Work task> Every entry should be returned unchanged, with the pictures omitted.

Data excerpts
┄┄┄┄┄┄

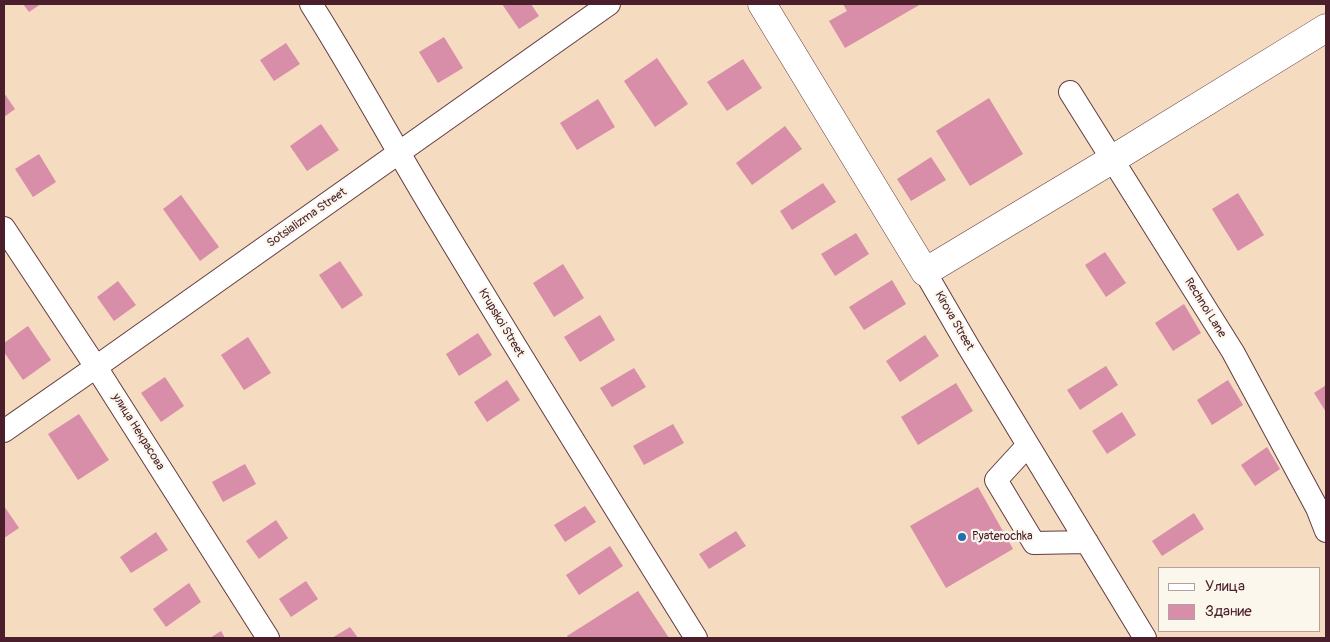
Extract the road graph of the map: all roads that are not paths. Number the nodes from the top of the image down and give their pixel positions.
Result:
1 (311, 4) edge
2 (608, 4) edge
3 (762, 4) edge
4 (1326, 28) edge
5 (1070, 92) dead end
6 (398, 153) junction
7 (1113, 159) junction
8 (4, 228) edge
9 (925, 272) junction
10 (96, 367) junction
11 (4, 431) edge
12 (1028, 445) junction
13 (1326, 531) edge
14 (1087, 542) junction
15 (268, 638) edge
16 (696, 638) edge
17 (1145, 638) edge

1 - 6 street, Krupskoi Street
2 - 6 street, Sotsializma Street
3 - 9 main road, Kirova Street
4 - 7 main road
5 - 7 street, Rechnoi Lane
6 - 10 street, Sotsializma Street
6 - 16 street, Krupskoi Street
7 - 9 main road
7 - 13 street, Rechnoi Lane
8 - 10 street, улица Некрасова
9 - 12 street, Kirova Street
10 - 11 street, Sotsializma Street
10 - 15 street, улица Некрасова
12 - 14 street, Kirova Street
12 - 14 street
14 - 17 street, Kirova Street

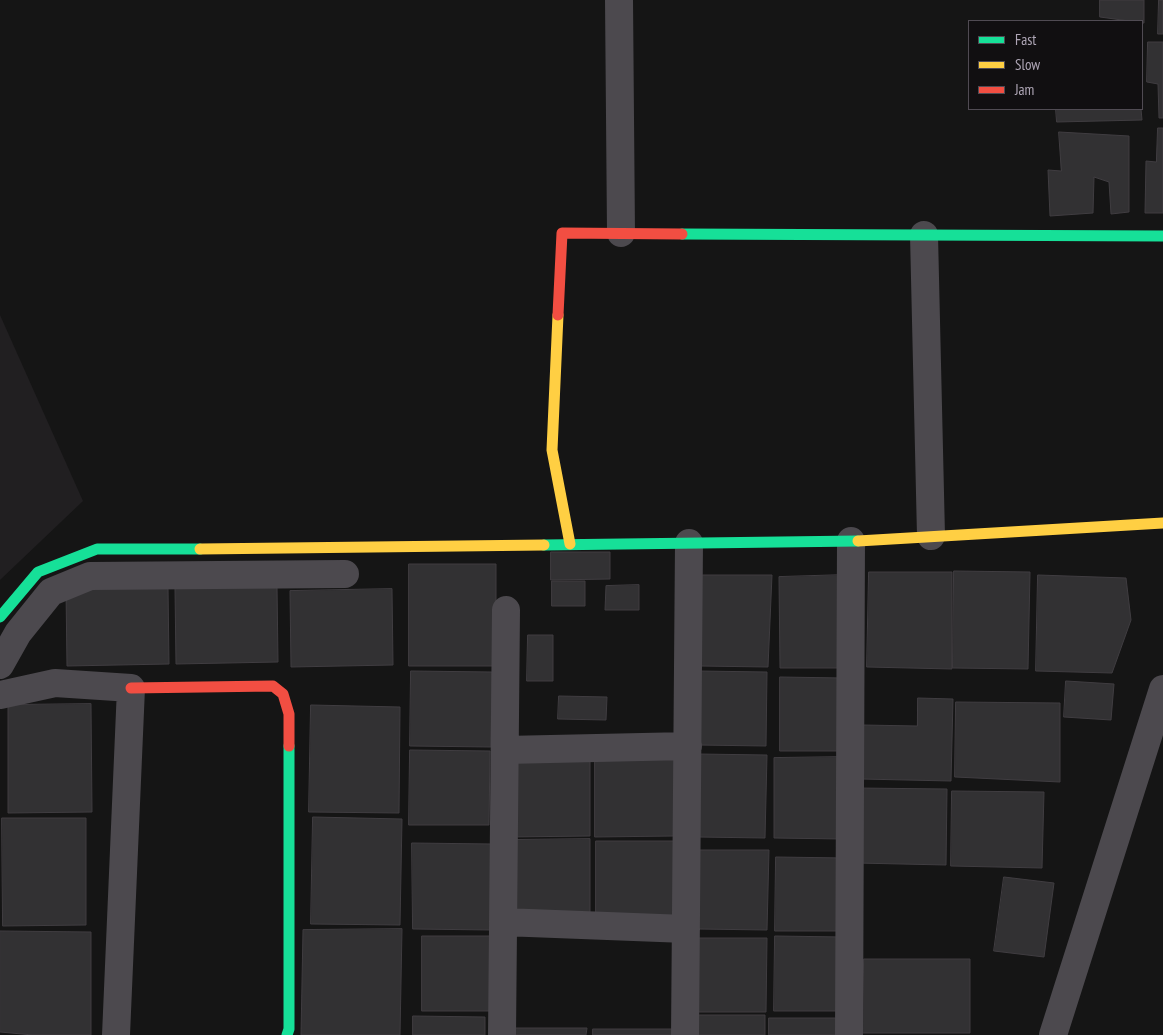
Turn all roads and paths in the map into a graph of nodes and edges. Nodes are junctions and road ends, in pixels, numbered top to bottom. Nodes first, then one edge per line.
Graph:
1 (619, 0) edge
2 (621, 233) junction
3 (924, 234) junction
4 (1163, 236) edge
5 (1163, 523) edge
6 (931, 536) junction
7 (851, 541) junction
8 (690, 543) junction
9 (570, 544) junction
10 (345, 574) dead end
11 (506, 610) dead end
12 (0, 617) edge
13 (0, 664) edge
14 (131, 688) junction
15 (1163, 689) edge
16 (0, 695) edge
17 (688, 746) junction
18 (505, 750) junction
19 (503, 922) junction
20 (686, 929) junction
21 (116, 1035) edge
22 (287, 1035) edge
23 (502, 1035) edge
24 (685, 1035) edge
25 (848, 1035) edge
26 (1053, 1035) edge

1 - 2 street
2 - 3 street
2 - 9 street
3 - 4 street
3 - 6 street
5 - 6 street
6 - 7 street
7 - 8 street
7 - 25 street
8 - 9 street
8 - 17 street
9 - 12 street
10 - 13 street
11 - 18 street
14 - 16 street
14 - 21 street
14 - 22 street
15 - 26 street
17 - 18 street
17 - 20 street
18 - 19 street
19 - 20 street
19 - 23 street
20 - 24 street

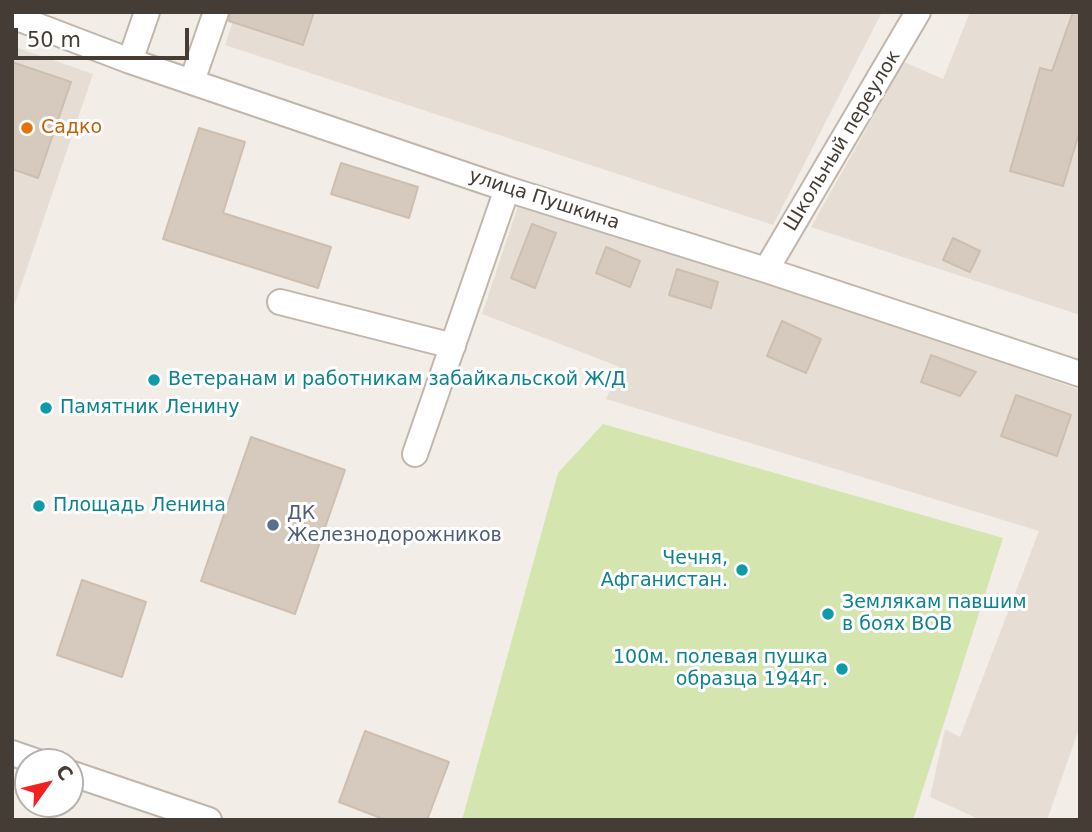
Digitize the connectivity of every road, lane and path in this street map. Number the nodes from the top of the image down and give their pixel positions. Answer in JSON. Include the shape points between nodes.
{"nodes":[{"id":1,"x":147,"y":12,"type":"edge"},
{"id":2,"x":216,"y":12,"type":"edge"},
{"id":3,"x":918,"y":12,"type":"edge"},
{"id":4,"x":12,"y":16,"type":"edge"},
{"id":5,"x":130,"y":61,"type":"junction"},
{"id":6,"x":192,"y":81,"type":"junction"},
{"id":7,"x":507,"y":189,"type":"junction"},
{"id":8,"x":766,"y":270,"type":"junction"},
{"id":9,"x":280,"y":302,"type":"dead end"},
{"id":10,"x":453,"y":345,"type":"junction"},
{"id":11,"x":1080,"y":374,"type":"edge"},
{"id":12,"x":415,"y":454,"type":"dead end"},
{"id":13,"x":84,"y":778,"type":"edge"},
{"id":14,"x":209,"y":820,"type":"edge"}],
"edges":[{"from":1,"to":5,"type":"street"},
{"from":2,"to":6,"type":"street"},
{"from":3,"to":8,"type":"street","name":"Школьный переулок"},
{"from":4,"to":5,"type":"street","name":"улица Пушкина"},
{"from":5,"to":6,"type":"street","name":"улица Пушкина"},
{"from":6,"to":7,"type":"street","name":"улица Пушкина"},
{"from":7,"to":8,"type":"street","name":"улица Пушкина"},
{"from":7,"to":10,"type":"street"},
{"from":8,"to":11,"type":"street","name":"улица Пушкина"},
{"from":9,"to":10,"type":"street"},
{"from":10,"to":12,"type":"street"},
{"from":13,"to":14,"type":"street"}]}
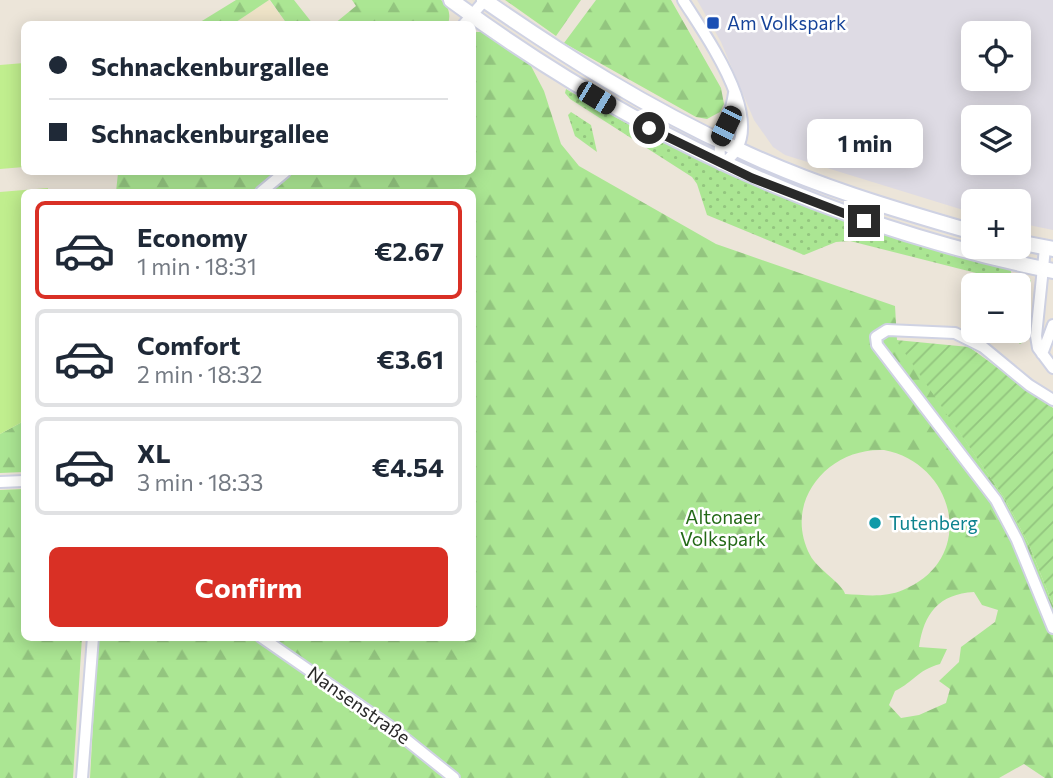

┄┄┄┄┄┄

Worked solution>
Extract the road graph of the map: all roads that are not paths. Number the nodes from the top of the image down and give their pixel positions.
Result:
1 (311, 4) edge
2 (608, 4) edge
3 (762, 4) edge
4 (1326, 28) edge
5 (1070, 92) dead end
6 (398, 153) junction
7 (1113, 159) junction
8 (4, 228) edge
9 (925, 272) junction
10 (96, 367) junction
11 (4, 431) edge
12 (1028, 445) junction
13 (1326, 531) edge
14 (1087, 542) junction
15 (268, 638) edge
16 (696, 638) edge
17 (1145, 638) edge

1 - 6 street, Krupskoi Street
2 - 6 street, Sotsializma Street
3 - 9 main road, Kirova Street
4 - 7 main road
5 - 7 street, Rechnoi Lane
6 - 10 street, Sotsializma Street
6 - 16 street, Krupskoi Street
7 - 9 main road
7 - 13 street, Rechnoi Lane
8 - 10 street, улица Некрасова
9 - 12 street, Kirova Street
10 - 11 street, Sotsializma Street
10 - 15 street, улица Некрасова
12 - 14 street, Kirova Street
12 - 14 street
14 - 17 street, Kirova Street

Turn all roads and paths in the map into a graph of nodes and edges. Nodes are junctions and road ends, in pixels, numbered top to bottom. Nodes first, then one edge per line.
Graph:
1 (619, 0) edge
2 (621, 233) junction
3 (924, 234) junction
4 (1163, 236) edge
5 (1163, 523) edge
6 (931, 536) junction
7 (851, 541) junction
8 (690, 543) junction
9 (570, 544) junction
10 (345, 574) dead end
11 (506, 610) dead end
12 (0, 617) edge
13 (0, 664) edge
14 (131, 688) junction
15 (1163, 689) edge
16 (0, 695) edge
17 (688, 746) junction
18 (505, 750) junction
19 (503, 922) junction
20 (686, 929) junction
21 (116, 1035) edge
22 (287, 1035) edge
23 (502, 1035) edge
24 (685, 1035) edge
25 (848, 1035) edge
26 (1053, 1035) edge

1 - 2 street
2 - 3 street
2 - 9 street
3 - 4 street
3 - 6 street
5 - 6 street
6 - 7 street
7 - 8 street
7 - 25 street
8 - 9 street
8 - 17 street
9 - 12 street
10 - 13 street
11 - 18 street
14 - 16 street
14 - 21 street
14 - 22 street
15 - 26 street
17 - 18 street
17 - 20 street
18 - 19 street
19 - 20 street
19 - 23 street
20 - 24 street

Digitize the connectivity of every road, lane and path in this street map. Number the nodes from the top of the image down and give their pixel positions. Answer in JSON. Include the shape points between nodes.
{"nodes":[{"id":1,"x":147,"y":12,"type":"edge"},
{"id":2,"x":216,"y":12,"type":"edge"},
{"id":3,"x":918,"y":12,"type":"edge"},
{"id":4,"x":12,"y":16,"type":"edge"},
{"id":5,"x":130,"y":61,"type":"junction"},
{"id":6,"x":192,"y":81,"type":"junction"},
{"id":7,"x":507,"y":189,"type":"junction"},
{"id":8,"x":766,"y":270,"type":"junction"},
{"id":9,"x":280,"y":302,"type":"dead end"},
{"id":10,"x":453,"y":345,"type":"junction"},
{"id":11,"x":1080,"y":374,"type":"edge"},
{"id":12,"x":415,"y":454,"type":"dead end"},
{"id":13,"x":84,"y":778,"type":"edge"},
{"id":14,"x":209,"y":820,"type":"edge"}],
"edges":[{"from":1,"to":5,"type":"street"},
{"from":2,"to":6,"type":"street"},
{"from":3,"to":8,"type":"street","name":"Школьный переулок"},
{"from":4,"to":5,"type":"street","name":"улица Пушкина"},
{"from":5,"to":6,"type":"street","name":"улица Пушкина"},
{"from":6,"to":7,"type":"street","name":"улица Пушкина"},
{"from":7,"to":8,"type":"street","name":"улица Пушкина"},
{"from":7,"to":10,"type":"street"},
{"from":8,"to":11,"type":"street","name":"улица Пушкина"},
{"from":9,"to":10,"type":"street"},
{"from":10,"to":12,"type":"street"},
{"from":13,"to":14,"type":"street"}]}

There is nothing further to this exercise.